Wednesday, September 15, 2010

Searching my purpose of life again


My life turned in black and white long ago, I don't know when. I used to think that I have a colourful life with all the part time jobs, my dreams, my life principles, my friends, families, everything in my life...Everything seems to be colourful. I even forgot how my smile used to enlighten other people's life. So pathetic..My life just turned upside down, ruined by my own ego and pride..I seriously need to get back my life in order...

I have my dream job, not many friends as last time, but I do have sincere friends, lovely family...and oh, I need to stand still on my own principles, yeah my principles used to be charming @@'' (well, at least I think so, hehe).
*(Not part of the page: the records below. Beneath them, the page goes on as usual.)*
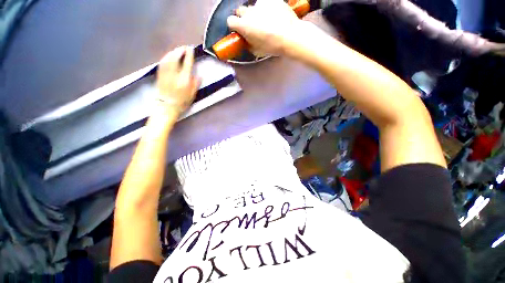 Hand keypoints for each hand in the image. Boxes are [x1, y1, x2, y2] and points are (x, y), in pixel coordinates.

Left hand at [156, 46, 198, 115]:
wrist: (167, 106)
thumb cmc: (182, 102)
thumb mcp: (192, 95)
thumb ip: (195, 84)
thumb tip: (199, 75)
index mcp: (184, 80)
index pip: (187, 63)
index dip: (189, 55)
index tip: (191, 49)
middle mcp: (174, 74)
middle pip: (175, 57)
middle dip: (180, 50)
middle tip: (184, 47)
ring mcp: (166, 73)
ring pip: (168, 58)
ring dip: (173, 52)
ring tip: (177, 50)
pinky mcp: (160, 74)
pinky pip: (162, 62)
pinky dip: (166, 56)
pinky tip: (168, 55)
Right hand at [227, 0, 306, 56]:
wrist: (290, 36)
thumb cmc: (272, 46)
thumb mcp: (257, 50)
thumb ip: (248, 43)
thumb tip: (246, 40)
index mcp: (243, 25)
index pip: (230, 21)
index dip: (234, 26)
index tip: (238, 29)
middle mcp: (249, 12)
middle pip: (240, 11)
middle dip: (244, 17)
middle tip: (252, 25)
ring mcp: (260, 4)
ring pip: (254, 7)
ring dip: (257, 13)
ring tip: (267, 21)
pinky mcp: (271, 0)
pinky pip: (266, 3)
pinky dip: (268, 9)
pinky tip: (275, 16)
I need to live life fullness..without any regard...and yeah, I need to start searching for my purpose of life now, now, now ...NOW!!!!!
And to start of, I need to face my inner self and so I should loudly say what is in my heart now...." I love David Tao and Gong Yoo so much!!!!!! " hehehehe


Tuesday, September 14, 2010

I should enjoy being single, right??

Was a bit moody for the past few days. Yesterday, a charming guy just enlightened my day..Funny enough, I was like a little girl giggling around and keeps telling one of my best friend how cute this charming guy is. Suddenly, I just realised, yeah, this is how I should be. I'm a young lady that should enjoy this kind of feeling. I almost forget when was the last time i acted this way. I just could not recalled.

My previous love life is kinda pathetic. I just do not know how to show my love to the one that I loved, and I feel sorry for those who loved me, but they are not the one I'm looking for. I'm just feeling so sorry..

I deserve a choice, don't I? and I should enjoy my single life, don't I?